## WORK INSTRUCTIONS
Repeat the lines below exactly as written, please, from the line with "index mcp: (383, 274)" to the line with "pinky pip: (331, 313)", both lines included, and no others.

## RECORDED DATA
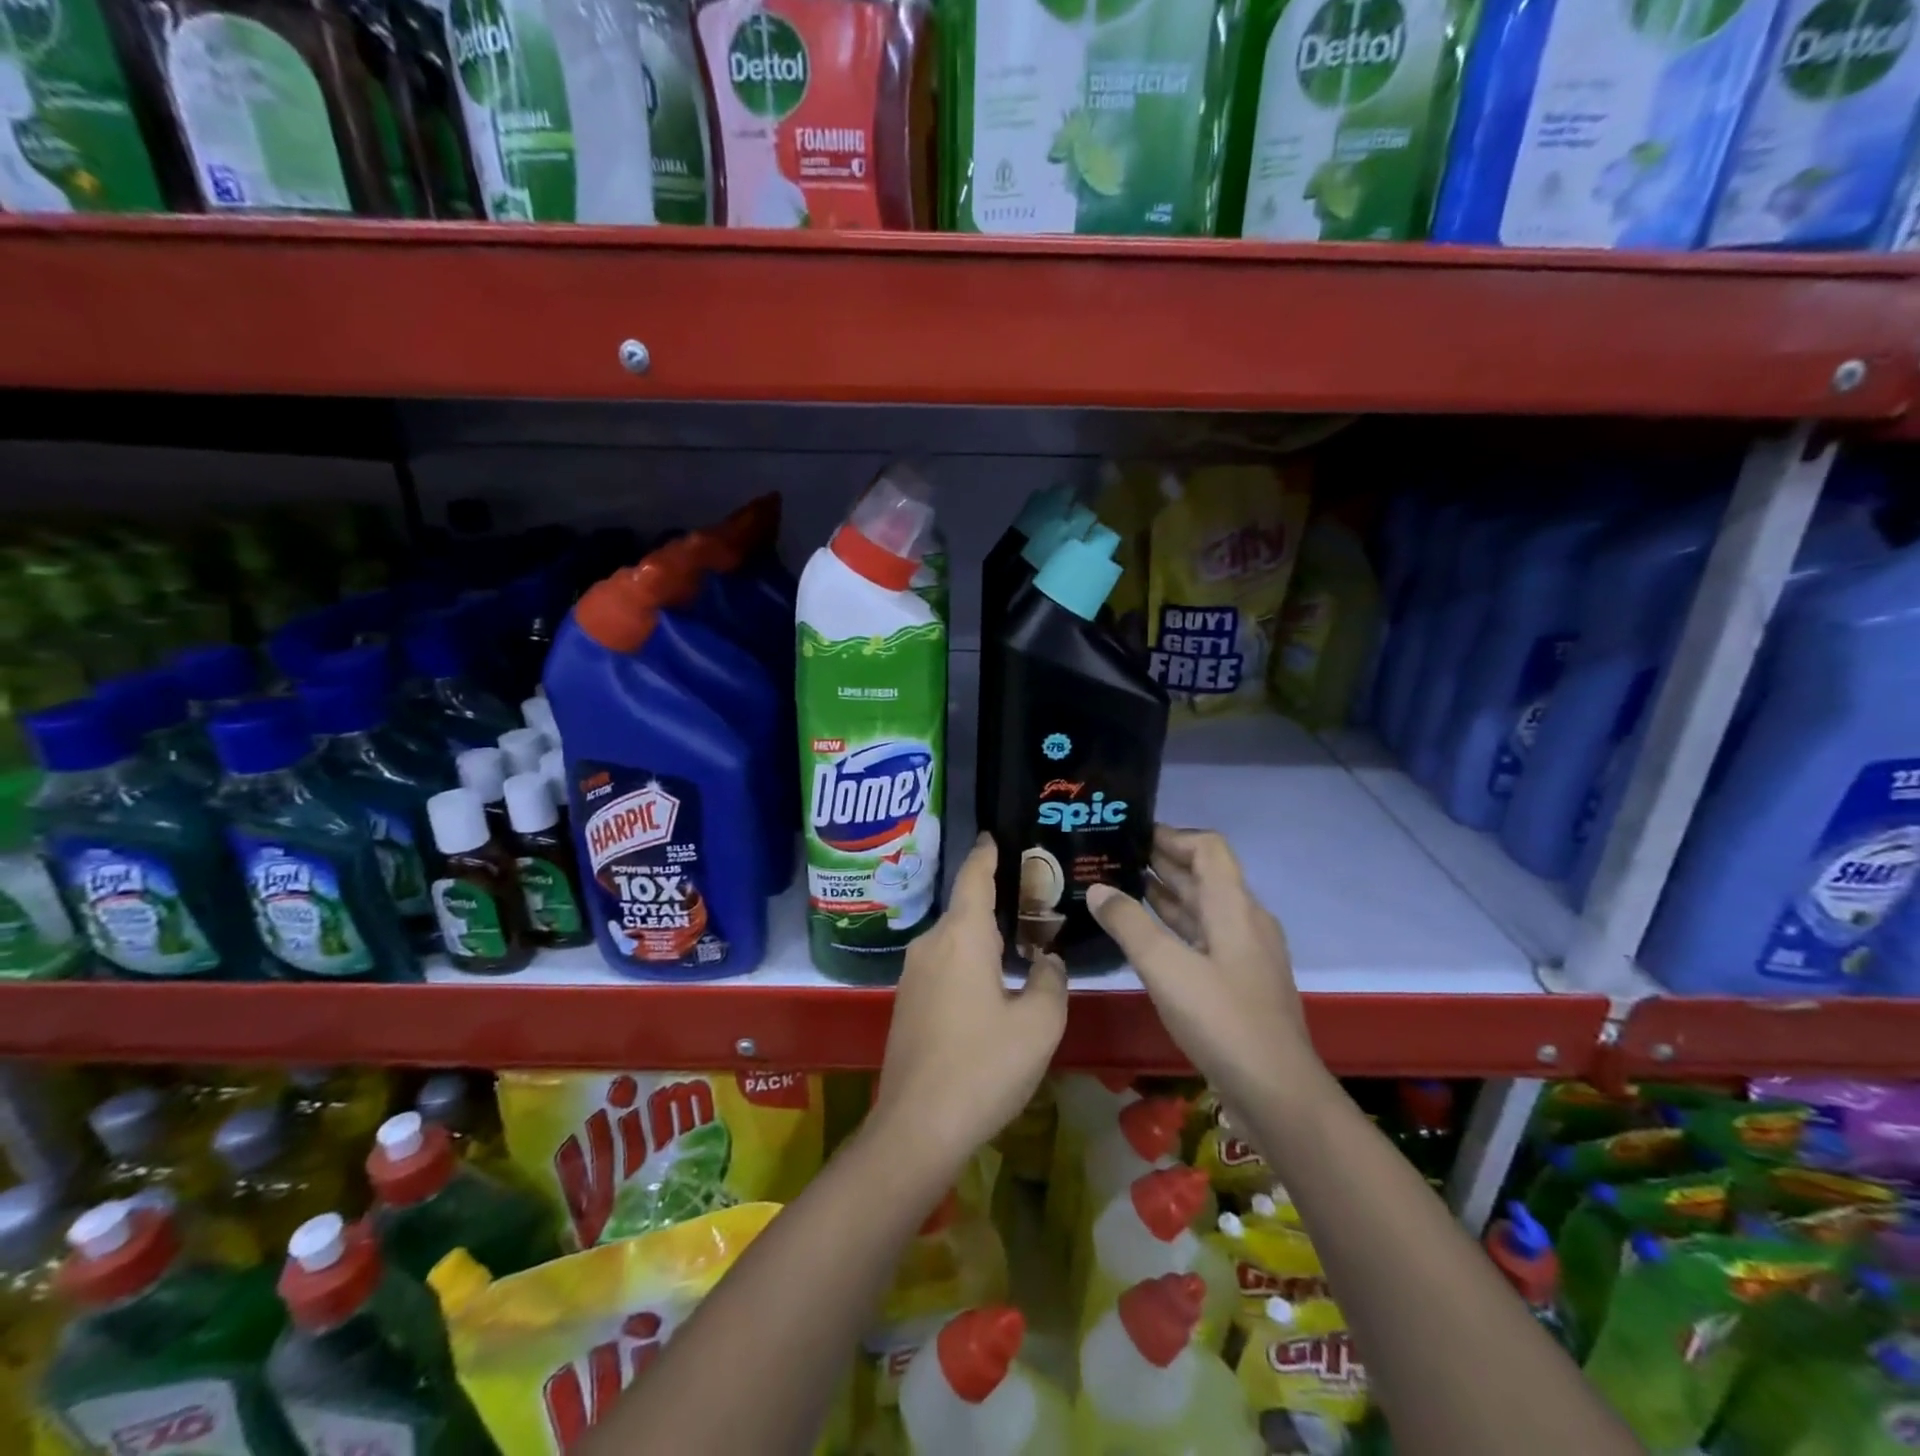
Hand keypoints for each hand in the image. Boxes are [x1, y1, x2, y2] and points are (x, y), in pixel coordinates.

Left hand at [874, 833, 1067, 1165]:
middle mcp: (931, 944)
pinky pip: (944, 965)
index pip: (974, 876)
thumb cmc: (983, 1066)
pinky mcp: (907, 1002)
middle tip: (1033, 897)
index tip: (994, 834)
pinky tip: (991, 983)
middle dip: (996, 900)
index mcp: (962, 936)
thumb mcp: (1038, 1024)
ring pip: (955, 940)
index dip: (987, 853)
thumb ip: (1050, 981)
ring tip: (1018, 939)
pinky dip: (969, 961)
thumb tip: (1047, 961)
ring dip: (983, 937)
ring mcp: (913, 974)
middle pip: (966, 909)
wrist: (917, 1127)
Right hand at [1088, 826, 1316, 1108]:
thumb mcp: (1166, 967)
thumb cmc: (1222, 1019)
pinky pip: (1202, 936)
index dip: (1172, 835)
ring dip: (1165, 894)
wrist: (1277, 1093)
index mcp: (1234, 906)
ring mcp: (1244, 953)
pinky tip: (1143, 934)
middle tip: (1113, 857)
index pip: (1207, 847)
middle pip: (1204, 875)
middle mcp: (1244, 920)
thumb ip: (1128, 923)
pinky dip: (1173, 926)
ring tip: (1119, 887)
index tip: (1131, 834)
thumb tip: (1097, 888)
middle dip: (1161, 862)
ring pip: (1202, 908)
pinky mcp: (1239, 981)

---

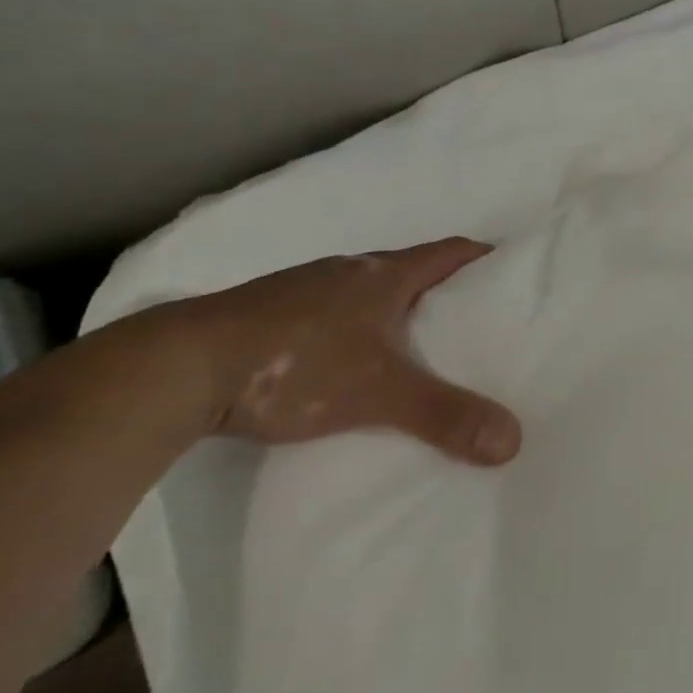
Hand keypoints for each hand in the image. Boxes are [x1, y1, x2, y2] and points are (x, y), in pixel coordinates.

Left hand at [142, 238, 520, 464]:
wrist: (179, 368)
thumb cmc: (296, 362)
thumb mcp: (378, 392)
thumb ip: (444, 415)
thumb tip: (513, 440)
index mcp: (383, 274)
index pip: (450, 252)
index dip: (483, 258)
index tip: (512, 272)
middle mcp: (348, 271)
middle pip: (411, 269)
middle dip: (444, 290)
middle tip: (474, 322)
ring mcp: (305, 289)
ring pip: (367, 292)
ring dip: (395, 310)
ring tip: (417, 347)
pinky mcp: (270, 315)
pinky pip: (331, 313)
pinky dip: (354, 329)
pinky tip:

## REPLY TO THE EXERCISE
index mcp: (383, 274)
index pip: (450, 252)
index dip: (483, 258)
index tip: (512, 272)
middle mcp: (348, 271)
middle pip: (411, 269)
middle dip: (444, 290)
middle tip: (474, 322)
ring mcp: (305, 289)
ring pip: (367, 292)
ring dip: (395, 310)
ring tip: (417, 347)
pinky mcp: (270, 315)
pinky pip: (331, 313)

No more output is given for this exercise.